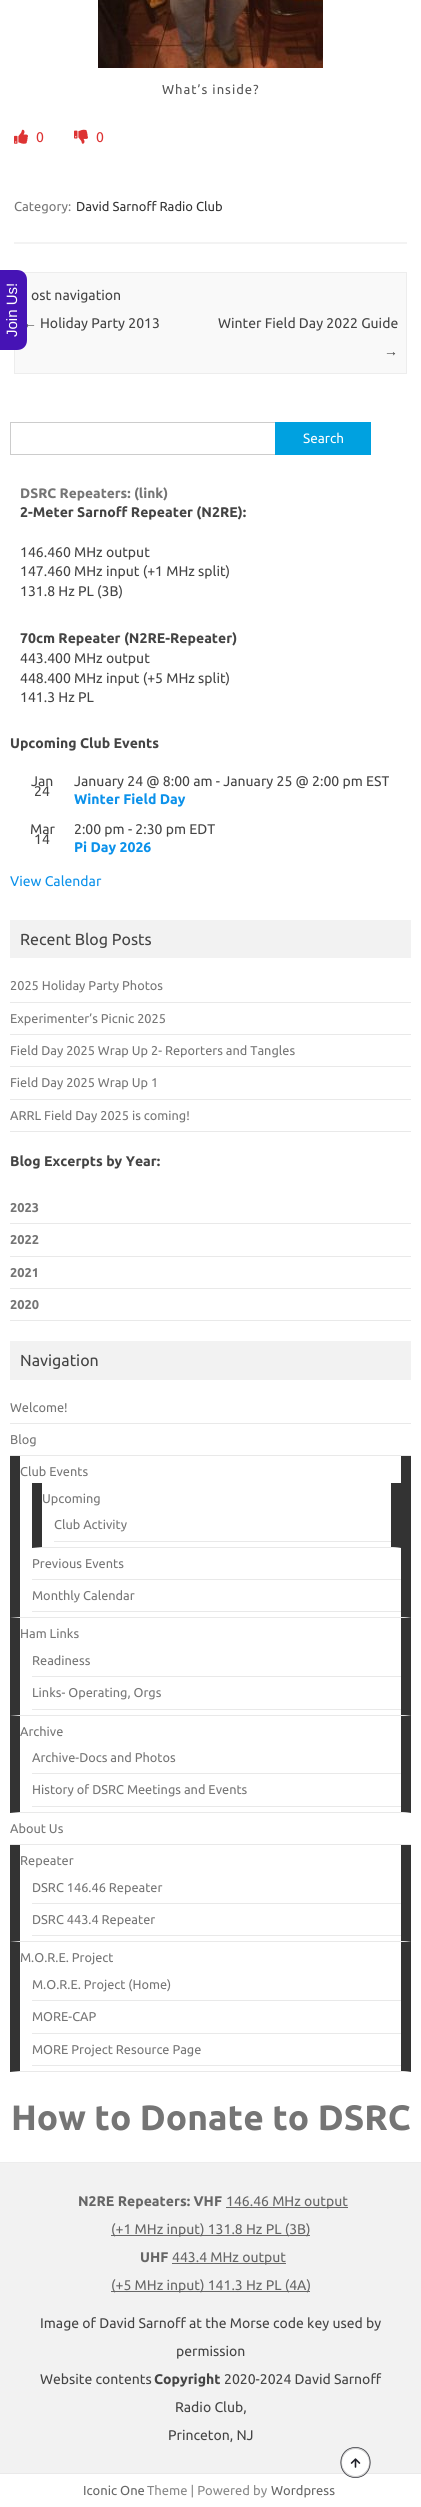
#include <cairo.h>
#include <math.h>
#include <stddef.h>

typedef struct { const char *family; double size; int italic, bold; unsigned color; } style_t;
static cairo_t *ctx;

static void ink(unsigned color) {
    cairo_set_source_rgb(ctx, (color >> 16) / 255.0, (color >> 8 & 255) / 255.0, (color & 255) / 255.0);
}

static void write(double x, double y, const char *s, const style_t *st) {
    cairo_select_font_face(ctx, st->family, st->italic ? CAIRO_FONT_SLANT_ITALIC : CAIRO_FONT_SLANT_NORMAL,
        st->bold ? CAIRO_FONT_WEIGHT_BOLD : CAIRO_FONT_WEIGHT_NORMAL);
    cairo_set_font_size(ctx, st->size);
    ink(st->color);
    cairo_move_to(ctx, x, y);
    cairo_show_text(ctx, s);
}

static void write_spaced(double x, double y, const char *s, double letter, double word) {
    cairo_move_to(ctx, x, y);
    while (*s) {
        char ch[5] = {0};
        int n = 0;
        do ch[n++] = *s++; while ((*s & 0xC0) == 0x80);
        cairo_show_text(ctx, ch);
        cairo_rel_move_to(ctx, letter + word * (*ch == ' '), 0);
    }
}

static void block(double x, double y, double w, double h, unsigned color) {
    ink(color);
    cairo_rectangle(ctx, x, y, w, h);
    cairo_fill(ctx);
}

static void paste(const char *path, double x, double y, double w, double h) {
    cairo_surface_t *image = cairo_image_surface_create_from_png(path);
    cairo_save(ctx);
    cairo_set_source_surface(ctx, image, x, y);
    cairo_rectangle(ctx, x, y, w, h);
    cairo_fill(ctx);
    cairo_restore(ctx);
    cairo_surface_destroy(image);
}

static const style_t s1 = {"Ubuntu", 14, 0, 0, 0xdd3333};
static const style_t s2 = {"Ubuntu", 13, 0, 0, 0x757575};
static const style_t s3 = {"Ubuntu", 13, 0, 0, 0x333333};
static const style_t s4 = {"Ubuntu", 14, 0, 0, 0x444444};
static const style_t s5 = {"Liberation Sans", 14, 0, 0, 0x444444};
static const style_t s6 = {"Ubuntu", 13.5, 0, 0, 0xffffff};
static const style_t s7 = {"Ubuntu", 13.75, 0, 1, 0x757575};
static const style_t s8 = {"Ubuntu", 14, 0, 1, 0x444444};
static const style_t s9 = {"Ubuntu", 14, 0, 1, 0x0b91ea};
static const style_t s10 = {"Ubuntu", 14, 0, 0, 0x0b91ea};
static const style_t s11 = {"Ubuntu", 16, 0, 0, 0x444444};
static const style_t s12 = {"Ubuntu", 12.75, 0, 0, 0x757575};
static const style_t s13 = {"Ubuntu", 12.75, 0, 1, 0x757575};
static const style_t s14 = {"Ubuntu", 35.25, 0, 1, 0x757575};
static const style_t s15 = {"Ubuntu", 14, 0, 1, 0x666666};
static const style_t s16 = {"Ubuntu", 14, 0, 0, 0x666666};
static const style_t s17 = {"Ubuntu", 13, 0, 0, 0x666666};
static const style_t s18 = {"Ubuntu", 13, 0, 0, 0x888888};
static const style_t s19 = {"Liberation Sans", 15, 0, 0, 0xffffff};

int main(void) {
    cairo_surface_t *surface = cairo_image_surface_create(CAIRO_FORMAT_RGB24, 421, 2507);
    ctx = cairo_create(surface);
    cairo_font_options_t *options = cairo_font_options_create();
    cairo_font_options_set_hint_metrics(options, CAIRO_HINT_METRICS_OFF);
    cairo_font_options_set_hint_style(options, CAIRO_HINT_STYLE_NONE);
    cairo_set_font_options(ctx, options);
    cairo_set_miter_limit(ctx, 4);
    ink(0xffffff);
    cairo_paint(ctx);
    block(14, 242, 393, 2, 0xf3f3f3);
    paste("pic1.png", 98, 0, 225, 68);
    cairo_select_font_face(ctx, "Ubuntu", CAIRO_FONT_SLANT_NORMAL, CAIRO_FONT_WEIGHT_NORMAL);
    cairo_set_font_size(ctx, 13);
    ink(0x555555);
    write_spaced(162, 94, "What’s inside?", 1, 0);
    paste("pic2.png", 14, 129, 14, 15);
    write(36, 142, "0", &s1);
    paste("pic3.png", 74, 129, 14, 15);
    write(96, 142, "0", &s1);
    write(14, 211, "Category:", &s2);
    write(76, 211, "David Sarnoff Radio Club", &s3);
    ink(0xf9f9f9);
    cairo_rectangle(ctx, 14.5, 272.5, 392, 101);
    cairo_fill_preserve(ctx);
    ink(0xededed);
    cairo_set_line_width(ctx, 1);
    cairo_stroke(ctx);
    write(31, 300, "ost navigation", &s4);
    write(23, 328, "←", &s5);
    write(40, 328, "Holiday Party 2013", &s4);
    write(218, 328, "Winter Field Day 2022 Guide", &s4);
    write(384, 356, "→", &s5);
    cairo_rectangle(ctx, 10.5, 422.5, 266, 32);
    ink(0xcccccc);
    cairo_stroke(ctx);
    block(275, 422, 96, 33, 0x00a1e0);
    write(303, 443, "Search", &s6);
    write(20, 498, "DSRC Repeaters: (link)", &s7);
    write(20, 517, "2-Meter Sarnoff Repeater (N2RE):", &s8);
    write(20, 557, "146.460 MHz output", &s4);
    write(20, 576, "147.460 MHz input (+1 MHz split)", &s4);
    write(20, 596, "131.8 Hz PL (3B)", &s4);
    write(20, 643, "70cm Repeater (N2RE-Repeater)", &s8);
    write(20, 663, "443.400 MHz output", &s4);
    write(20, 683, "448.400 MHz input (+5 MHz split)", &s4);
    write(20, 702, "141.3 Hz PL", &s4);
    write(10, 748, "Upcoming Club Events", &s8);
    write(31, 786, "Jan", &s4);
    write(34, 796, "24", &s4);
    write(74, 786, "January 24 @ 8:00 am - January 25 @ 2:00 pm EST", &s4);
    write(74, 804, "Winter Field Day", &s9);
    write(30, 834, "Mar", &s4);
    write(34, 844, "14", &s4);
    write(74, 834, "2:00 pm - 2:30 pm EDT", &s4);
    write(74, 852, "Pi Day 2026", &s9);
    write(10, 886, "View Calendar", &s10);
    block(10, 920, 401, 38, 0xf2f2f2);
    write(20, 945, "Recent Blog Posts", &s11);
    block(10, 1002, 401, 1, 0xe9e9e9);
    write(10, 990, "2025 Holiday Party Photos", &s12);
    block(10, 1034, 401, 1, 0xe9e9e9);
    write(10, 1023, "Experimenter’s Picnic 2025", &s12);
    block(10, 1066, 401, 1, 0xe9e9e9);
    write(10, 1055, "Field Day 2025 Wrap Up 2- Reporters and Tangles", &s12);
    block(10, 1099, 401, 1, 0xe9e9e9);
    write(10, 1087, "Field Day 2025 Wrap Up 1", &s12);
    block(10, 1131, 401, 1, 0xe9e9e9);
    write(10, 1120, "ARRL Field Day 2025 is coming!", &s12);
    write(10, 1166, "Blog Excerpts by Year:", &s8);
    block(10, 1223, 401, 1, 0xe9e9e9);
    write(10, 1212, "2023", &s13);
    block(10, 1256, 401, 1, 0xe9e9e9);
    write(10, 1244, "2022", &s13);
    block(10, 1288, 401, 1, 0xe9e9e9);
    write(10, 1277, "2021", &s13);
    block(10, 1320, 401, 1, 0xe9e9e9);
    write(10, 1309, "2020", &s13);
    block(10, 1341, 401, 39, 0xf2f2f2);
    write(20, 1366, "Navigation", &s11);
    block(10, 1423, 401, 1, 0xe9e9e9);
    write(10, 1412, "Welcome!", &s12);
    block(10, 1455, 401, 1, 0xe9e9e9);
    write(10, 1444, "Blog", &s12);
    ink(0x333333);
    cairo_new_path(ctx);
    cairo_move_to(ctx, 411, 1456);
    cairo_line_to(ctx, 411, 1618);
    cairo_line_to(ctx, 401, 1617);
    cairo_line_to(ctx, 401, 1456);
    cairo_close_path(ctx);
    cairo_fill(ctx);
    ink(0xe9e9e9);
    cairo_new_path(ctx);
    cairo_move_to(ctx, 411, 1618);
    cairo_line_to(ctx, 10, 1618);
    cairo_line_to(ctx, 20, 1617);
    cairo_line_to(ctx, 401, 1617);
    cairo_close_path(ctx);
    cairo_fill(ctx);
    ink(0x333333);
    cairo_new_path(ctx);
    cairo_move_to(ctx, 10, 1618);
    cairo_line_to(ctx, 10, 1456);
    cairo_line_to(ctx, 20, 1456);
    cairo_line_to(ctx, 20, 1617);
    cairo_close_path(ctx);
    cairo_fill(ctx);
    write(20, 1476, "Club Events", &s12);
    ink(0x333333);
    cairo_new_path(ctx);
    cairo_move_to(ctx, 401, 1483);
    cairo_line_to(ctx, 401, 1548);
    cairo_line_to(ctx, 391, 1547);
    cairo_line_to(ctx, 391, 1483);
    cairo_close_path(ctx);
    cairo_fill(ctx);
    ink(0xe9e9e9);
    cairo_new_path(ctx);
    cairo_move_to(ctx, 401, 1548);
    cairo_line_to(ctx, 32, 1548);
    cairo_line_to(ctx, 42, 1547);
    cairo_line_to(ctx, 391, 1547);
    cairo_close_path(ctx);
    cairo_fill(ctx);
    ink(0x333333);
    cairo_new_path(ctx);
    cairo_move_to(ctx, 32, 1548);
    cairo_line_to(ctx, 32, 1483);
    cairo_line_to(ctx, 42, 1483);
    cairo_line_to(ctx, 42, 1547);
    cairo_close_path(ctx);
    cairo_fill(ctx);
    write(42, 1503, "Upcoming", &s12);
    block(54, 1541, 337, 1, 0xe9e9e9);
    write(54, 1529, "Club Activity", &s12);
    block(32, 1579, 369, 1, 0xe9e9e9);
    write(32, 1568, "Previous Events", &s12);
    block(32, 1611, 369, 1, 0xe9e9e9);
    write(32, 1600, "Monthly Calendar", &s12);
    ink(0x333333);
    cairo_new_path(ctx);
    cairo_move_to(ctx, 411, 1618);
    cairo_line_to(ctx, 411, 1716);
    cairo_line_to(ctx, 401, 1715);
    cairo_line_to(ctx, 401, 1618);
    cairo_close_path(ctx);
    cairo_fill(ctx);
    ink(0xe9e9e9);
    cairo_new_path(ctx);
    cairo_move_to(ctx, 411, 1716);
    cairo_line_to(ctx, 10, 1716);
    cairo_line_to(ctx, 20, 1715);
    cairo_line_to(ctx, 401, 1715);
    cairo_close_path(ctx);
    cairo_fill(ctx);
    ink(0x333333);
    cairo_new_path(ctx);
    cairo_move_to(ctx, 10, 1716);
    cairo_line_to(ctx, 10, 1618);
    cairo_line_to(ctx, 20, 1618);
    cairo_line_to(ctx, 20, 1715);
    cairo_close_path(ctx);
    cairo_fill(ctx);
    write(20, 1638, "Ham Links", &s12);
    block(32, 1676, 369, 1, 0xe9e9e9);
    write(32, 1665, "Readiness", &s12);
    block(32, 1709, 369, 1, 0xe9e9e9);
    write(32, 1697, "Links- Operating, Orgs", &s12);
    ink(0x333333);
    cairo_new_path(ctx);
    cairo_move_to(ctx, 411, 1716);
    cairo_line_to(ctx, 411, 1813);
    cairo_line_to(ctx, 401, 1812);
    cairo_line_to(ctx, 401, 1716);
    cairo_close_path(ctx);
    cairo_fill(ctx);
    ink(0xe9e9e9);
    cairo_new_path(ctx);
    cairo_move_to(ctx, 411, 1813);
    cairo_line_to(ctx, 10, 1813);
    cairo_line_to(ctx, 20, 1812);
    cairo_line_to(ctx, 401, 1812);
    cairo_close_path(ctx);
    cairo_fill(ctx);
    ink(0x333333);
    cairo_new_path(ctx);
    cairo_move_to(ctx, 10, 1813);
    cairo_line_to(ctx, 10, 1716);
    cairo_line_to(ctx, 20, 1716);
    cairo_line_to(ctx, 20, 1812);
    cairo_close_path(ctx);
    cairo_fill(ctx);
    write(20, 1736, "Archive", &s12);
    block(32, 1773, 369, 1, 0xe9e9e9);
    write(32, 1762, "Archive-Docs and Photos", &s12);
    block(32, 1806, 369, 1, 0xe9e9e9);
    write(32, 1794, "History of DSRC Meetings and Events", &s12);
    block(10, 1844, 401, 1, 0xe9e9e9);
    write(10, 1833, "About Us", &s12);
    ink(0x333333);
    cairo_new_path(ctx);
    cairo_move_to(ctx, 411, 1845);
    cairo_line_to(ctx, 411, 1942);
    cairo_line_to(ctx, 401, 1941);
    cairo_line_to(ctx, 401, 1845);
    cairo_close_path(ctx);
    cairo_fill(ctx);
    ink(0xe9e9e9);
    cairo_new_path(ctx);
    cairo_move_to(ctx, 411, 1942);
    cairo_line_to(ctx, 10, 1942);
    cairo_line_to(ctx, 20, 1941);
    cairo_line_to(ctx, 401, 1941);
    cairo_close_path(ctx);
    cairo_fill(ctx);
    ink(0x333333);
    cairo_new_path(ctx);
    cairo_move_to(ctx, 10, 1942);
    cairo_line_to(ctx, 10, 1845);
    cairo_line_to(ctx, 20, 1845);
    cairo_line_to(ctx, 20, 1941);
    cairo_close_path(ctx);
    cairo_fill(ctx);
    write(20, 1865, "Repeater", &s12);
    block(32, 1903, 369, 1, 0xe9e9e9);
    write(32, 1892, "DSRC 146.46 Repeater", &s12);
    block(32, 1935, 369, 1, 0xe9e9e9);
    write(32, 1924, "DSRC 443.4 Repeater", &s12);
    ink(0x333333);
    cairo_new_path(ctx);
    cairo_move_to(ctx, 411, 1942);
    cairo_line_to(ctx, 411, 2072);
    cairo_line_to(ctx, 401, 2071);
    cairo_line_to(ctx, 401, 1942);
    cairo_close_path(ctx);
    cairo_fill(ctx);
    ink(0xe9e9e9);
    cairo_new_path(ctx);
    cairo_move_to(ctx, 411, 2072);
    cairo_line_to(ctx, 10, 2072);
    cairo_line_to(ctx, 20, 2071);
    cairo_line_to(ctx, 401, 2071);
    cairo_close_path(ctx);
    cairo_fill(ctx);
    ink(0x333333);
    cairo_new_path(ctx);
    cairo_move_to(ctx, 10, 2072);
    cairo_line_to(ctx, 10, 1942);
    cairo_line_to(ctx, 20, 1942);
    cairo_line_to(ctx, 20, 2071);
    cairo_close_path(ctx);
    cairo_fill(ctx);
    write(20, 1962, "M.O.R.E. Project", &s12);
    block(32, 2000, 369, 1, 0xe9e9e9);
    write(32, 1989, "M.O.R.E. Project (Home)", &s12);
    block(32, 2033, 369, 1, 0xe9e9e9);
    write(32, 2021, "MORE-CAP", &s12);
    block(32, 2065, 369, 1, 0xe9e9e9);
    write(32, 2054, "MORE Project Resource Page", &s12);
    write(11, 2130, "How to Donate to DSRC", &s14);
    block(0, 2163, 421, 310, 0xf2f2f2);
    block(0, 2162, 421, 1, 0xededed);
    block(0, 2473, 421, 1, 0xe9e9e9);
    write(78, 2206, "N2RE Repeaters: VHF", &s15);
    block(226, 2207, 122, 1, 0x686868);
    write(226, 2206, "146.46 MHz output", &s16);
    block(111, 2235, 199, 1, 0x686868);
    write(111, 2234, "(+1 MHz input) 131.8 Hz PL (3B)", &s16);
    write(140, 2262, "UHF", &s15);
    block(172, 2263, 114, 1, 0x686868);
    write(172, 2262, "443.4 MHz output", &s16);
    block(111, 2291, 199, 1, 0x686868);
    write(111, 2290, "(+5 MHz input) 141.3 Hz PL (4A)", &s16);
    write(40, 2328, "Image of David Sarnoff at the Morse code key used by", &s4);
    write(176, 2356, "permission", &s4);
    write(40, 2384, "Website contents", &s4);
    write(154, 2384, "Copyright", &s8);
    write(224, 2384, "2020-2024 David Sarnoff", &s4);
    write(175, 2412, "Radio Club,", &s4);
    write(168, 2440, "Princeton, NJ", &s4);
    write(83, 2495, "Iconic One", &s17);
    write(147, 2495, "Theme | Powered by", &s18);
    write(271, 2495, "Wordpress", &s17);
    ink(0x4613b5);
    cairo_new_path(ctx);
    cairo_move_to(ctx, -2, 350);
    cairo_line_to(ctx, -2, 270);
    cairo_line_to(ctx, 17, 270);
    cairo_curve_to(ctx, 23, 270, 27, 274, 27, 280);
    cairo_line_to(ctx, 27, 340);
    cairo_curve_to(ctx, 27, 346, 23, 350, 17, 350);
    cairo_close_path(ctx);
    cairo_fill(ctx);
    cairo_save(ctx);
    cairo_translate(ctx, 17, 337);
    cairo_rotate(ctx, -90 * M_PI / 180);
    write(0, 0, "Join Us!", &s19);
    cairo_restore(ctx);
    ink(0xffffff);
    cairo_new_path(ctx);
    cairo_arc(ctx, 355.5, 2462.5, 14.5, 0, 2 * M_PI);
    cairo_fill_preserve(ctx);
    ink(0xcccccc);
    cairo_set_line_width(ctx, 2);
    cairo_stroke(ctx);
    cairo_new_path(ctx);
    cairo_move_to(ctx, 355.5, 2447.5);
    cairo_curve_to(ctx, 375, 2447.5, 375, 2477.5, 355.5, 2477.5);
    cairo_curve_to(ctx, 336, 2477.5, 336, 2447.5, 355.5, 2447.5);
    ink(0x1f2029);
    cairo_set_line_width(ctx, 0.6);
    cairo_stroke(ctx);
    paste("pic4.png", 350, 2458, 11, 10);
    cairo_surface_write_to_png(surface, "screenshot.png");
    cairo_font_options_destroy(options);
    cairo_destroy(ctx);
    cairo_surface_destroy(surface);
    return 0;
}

» **Problem requirements**
Looking at the data above, count each line that holds the word "bold" and report the count alone.

» **Written answer**
2